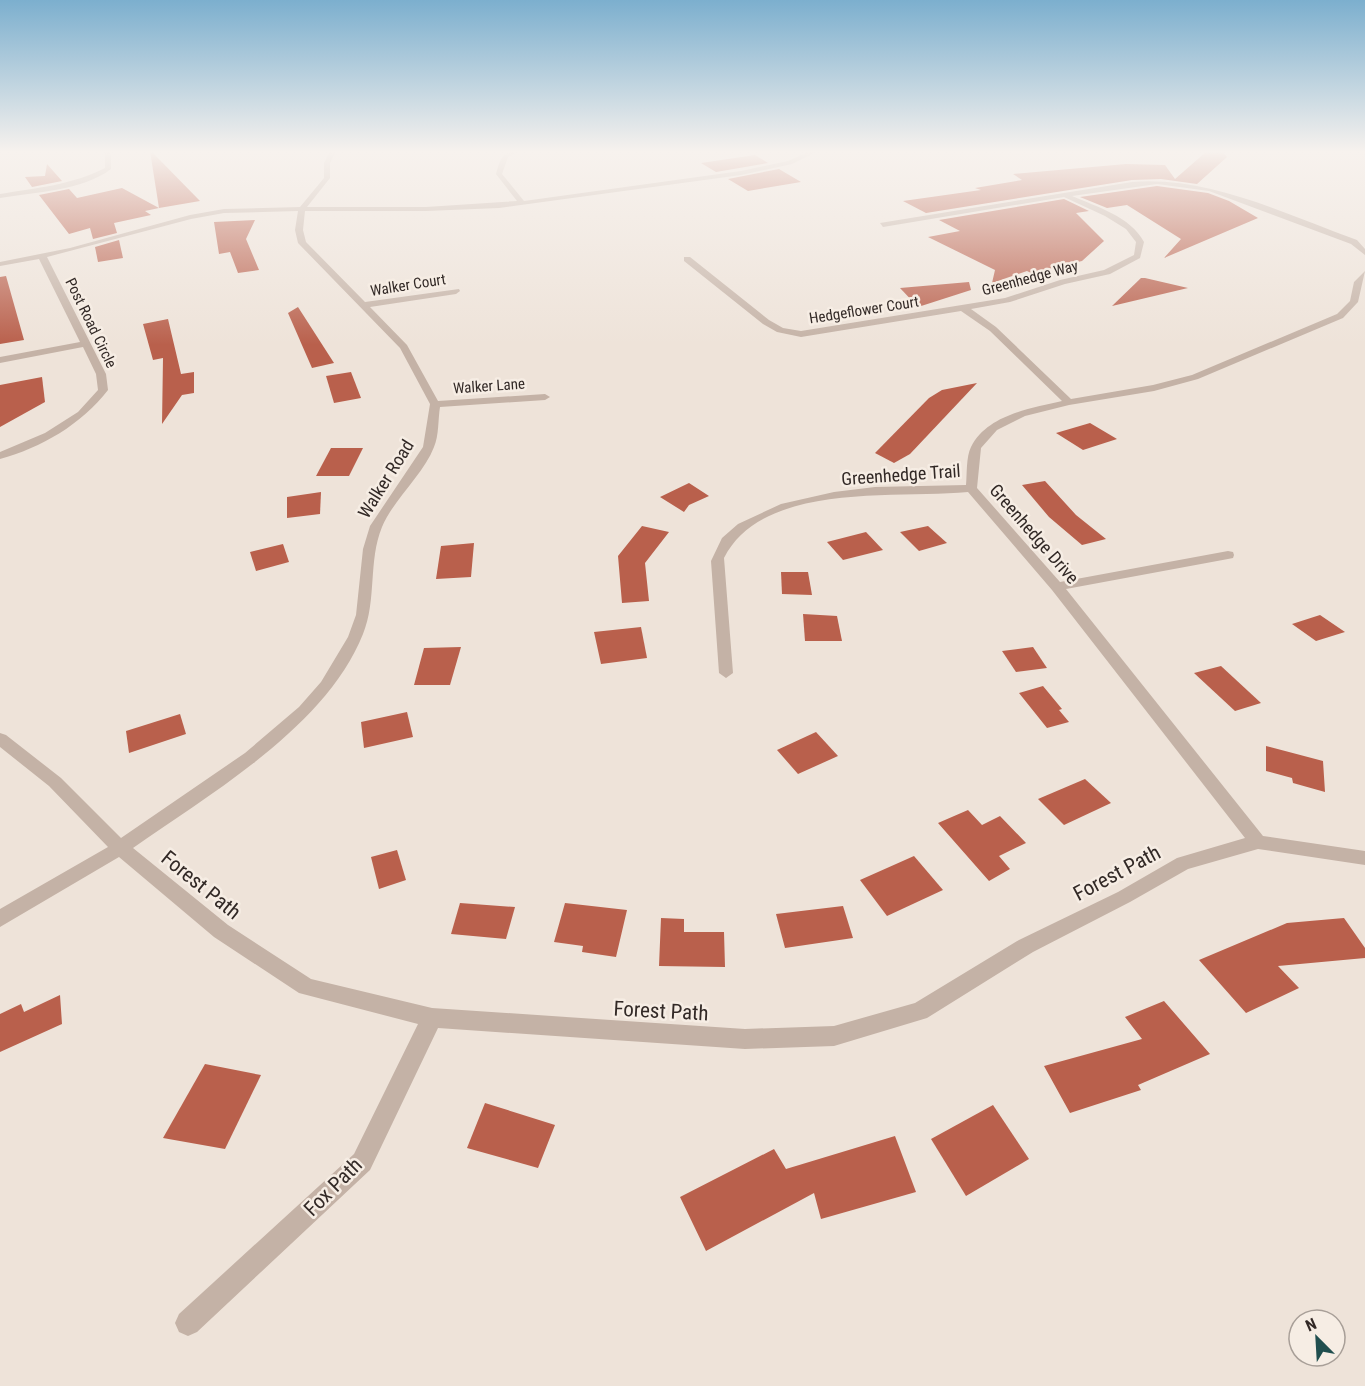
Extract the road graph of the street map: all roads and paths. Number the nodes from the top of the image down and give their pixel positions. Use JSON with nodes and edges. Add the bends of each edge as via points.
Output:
{"nodes":[{"id":1,"x":199,"y":216,"type":"edge"},
{"id":2,"x":301,"y":216,"type":"edge"},
{"id":3,"x":939,"y":216,"type":"edge"},
{"id":4,"x":1107,"y":216,"type":"edge"},
{"id":5,"x":1283,"y":216,"type":"edge"},
{"id":6,"x":883,"y":225,"type":"dead end"},
{"id":7,"x":1365,"y":253,"type":"edge"},
{"id":8,"x":42,"y":256,"type":"junction"},
{"id":9,"x":687,"y":259,"type":"dead end"},
{"id":10,"x":0,"y":264,"type":"edge"},
{"id":11,"x":1365,"y":273,"type":"edge"},
{"id":12,"x":456,"y":291,"type":"dead end"},
{"id":13,"x":365,"y":306,"type":"junction"},
{"id":14,"x":963,"y":308,"type":"junction"},
{"id":15,"x":86,"y":344,"type":"junction"},
{"id":16,"x":0,"y":360,"type":"edge"},
{"id":17,"x":545,"y":397,"type":"dead end"},
{"id":18,"x":1069,"y":402,"type":"junction"},
{"id":19,"x":435,"y":404,"type":"junction"},
{"id":20,"x":0,"y":456,"type":"edge"},
{"id":21,"x":971,"y":488,"type":"junction"},
{"id":22,"x":1228,"y":555,"type":"dead end"},
{"id":23,"x":1057,"y":587,"type":"junction"},
{"id":24,"x":726,"y":673,"type":"dead end"},
{"id":25,"x":0,"y":739,"type":"edge"},
{"id":26,"x":1258,"y":842,"type":"junction"},
{"id":27,"x":120,"y":848,"type":"junction"},
{"id":28,"x":1365,"y":858,"type":"edge"},
{"id":29,"x":0,"y":919,"type":"edge"},
{"id":30,"x":432,"y":1018,"type":"junction"},
{"id":31,"x":188,"y":1323,"type":"dead end"}],
"edges":[{"from":1,"to":8,"type":"street"},
{"from":2,"to":13,"type":"street","via":[[302,243]]},
{"from":3,"to":6,"type":"street"},
{"from":4,"to":14,"type":"street","name":"Greenhedge Way","via":[[1128,226],[1139,240],[1137,256],[1107,272]]},
{"from":5,"to":7,"type":"street","via":[[1354,242]]},
{"from":8,"to":10,"type":"street"},
{"from":8,"to":15,"type":"street","name":"Post Road Circle"},
{"from":9,"to":14,"type":"street","name":"Hedgeflower Court","via":[[780,330],[801,334]]},
{"from":11,"to":18,"type":"street","name":"Greenhedge Drive","via":[[1358,282],[1354,302],[1340,316],[1195,377]]},
{"from":12,"to":13,"type":"street","name":"Walker Court"},
{"from":13,"to":19,"type":"street","via":[[404,346]]},
{"from":14,"to":18,"type":"street","name":"Greenhedge Way","via":[[993,329]]},
{"from":15,"to":16,"type":"street"},
{"from":15,"to":20,"type":"street","name":"Post Road Circle","via":[[101,374],[103,390],[82,414],[49,435]]},
{"from":17,"to":19,"type":"street","name":"Walker Lane"},
{"from":18,"to":21,"type":"street","name":"Greenhedge Drive","via":[[1021,414],[993,429],[976,448]]},
{"from":19,"to":27,"type":"street","name":"Walker Road","via":[[429,447],[376,526],[369,549],[363,615],[347,653],[326,686],[304,711],[251,757]]},
{"from":21,"to":23,"type":"street","name":"Greenhedge Drive"},
{"from":21,"to":24,"type":"street","name":"Greenhedge Trail","via":[[940,492],[874,491],[810,501],[764,514],[743,526],[718,559]]},
{"from":22,"to":23,"type":"street"},
{"from":23,"to":26,"type":"street","name":"Greenhedge Drive"},
{"from":25,"to":27,"type":"street","name":"Forest Path","via":[[55,782]]},
{"from":26,"to":28,"type":"street","name":"Forest Path"},
{"from":26,"to":30,"type":"street","name":"Forest Path","via":[[1183,863],[1026,946],[920,1011],[834,1036],[745,1039]]},
{"from":27,"to":29,"type":"street","name":"Walker Road"},
{"from":27,"to":30,"type":"street","name":"Forest Path","via":[[221,931],[306,987]]},
{"from":30,"to":31,"type":"street","name":"Fox Path","via":[[362,1162]]}]}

------

▶ [How to complete this task]
Verbatim repeat, images removed: give each entry again exactly as it reads.

▶ [Written answer]
Extract the road graph of the street map: all roads and paths. Number the nodes from the top of the image down and give their pixel positions. Use JSON with nodes and edges. Add the bends of each edge as via points.
Output:
{"nodes":[{"id":1,"x":199,"y":216,"type":"edge"},
{"id":2,"x":301,"y":216,"type":"edge"},
{"id":3,"x":939,"y":216,"type":"edge"},
{"id":4,"x":1107,"y":216,"type":"edge"},
{"id":5,"x":1283,"y":216,"type":"edge"},
{"id":6,"x":883,"y":225,"type":"dead end"},
{"id":7,"x":1365,"y":253,"type":"edge"},
{"id":8,"x":42,"y":256,"type":"junction"},
{"id":9,"x":687,"y":259,"type":"dead end"},
{"id":10,"x":0,"y":264,"type":"edge"},
{"id":11,"x":1365,"y":273,"type":"edge"},
{"id":12,"x":456,"y":291,"type":"dead end"},
{"id":13,"x":365,"y":306,"type":"junction"},
{"id":14,"x":963,"y":308,"type":"junction"},
{"id":15,"x":86,"y":344,"type":"junction"},
{"id":16,"x":0,"y":360,"type":"edge"},
{"id":17,"x":545,"y":397,"type":"dead end"},
{"id":18,"x":1069,"y":402,"type":"junction"},
{"id":19,"x":435,"y":404,"type":"junction"},
{"id":20,"x":0,"y":456,"type":"edge"},
{"id":21,"x":971,"y":488,"type":"junction"},
{"id":22,"x":1228,"y":555,"type":"dead end"},
{"id":23,"x":1057,"y":587,"type":"junction"},
{"id":24,"x":726,"y":673,"type":"dead end"},
{"id":25,"x":0,"y":739,"type":"edge"},
{"id":26,"x":1258,"y":842,"type":"junction"},
{"id":27,"x":120,"y":848,"type":"junction"},
{"id":28,"x":1365,"y":858,"type":"edge"},
{"id":29,"x":0,"y":919,"type":"edge"},
{"id":30,"x":432,"y":1018,"type":"junction"},
{"id":31,"x":188,"y":1323,"type":"dead end"}],
"edges":[{"from":1,"to":8,"type":"street"},
{"from":2,"to":13,"type":"street","via":[[302,243]]},
{"from":3,"to":6,"type":"street"},
{"from":4,"to":14,"type":"street","name":"Greenhedge Way","via":[[1128,226],[1139,240],[1137,256],[1107,272]]},
{"from":5,"to":7,"type":"street","via":[[1354,242]]},
{"from":8,"to":10,"type":"street"},
{"from":8,"to":15,"type":"street","name":"Post Road Circle"},
{"from":9,"to":14,"type":"street","name":"Hedgeflower Court","via":[[780,330],[801,334]]},
{"from":11,"to":18,"type":"street","name":"Greenhedge Drive","via":[[1358,282],[1354,302],[1340,316],[1195,377]]},
{"from":12,"to":13,"type":"street","name":"Walker Court"},
{"from":13,"to":19,"type":"street","via":[[404,346]]},
{"from":14,"to":18,"type":"street","name":"Greenhedge Way","via":[[993,329]]},
{"from":15,"to":16,"type":"street"},
{"from":15,"to":20,"type":"street","name":"Post Road Circle","via":[[101,374],[103,390],[82,414],[49,435]]},
{"from":17,"to":19,"type":"street","name":"Walker Lane"},
{"from":18,"to":21,"type":"street","name":"Greenhedge Drive","via":[[1021,414],[993,429],[976,448]]},
{"from":19,"to":27,"type":"street","name":"Walker Road","via":[[429,447],[376,526],[369,549],[363,615],[347,653],[326,686],[304,711],[251,757]]},
{"from":21,"to":23,"type":"street","name":"Greenhedge Drive"},
{"from":21,"to":24,"type":"street","name":"Greenhedge Trail","via":[[940,492],[874,491],[810,501],[764,514],[743,526],[718,559]]},
{"from":22,"to":23,"type":"street"},
{"from":23,"to":26,"type":"street","name":"Greenhedge Drive"},
{"from":25,"to":27,"type":"street","name":"Forest Path","via":[[55,782]]},
{"from":26,"to":28,"type":"street","name":"Forest Path"},
{"from":26,"to":30,"type":"street","name":"Forest Path","via":[[1183,863],[1026,946],[920,1011],[834,1036],[745,1039]]},
{"from":27,"to":29,"type":"street","name":"Walker Road"},
{"from":27,"to":30,"type":"street","name":"Forest Path","via":[[221,931],[306,987]]},
{"from":30,"to":31,"type":"street","name":"Fox Path","via":[[362,1162]]}]}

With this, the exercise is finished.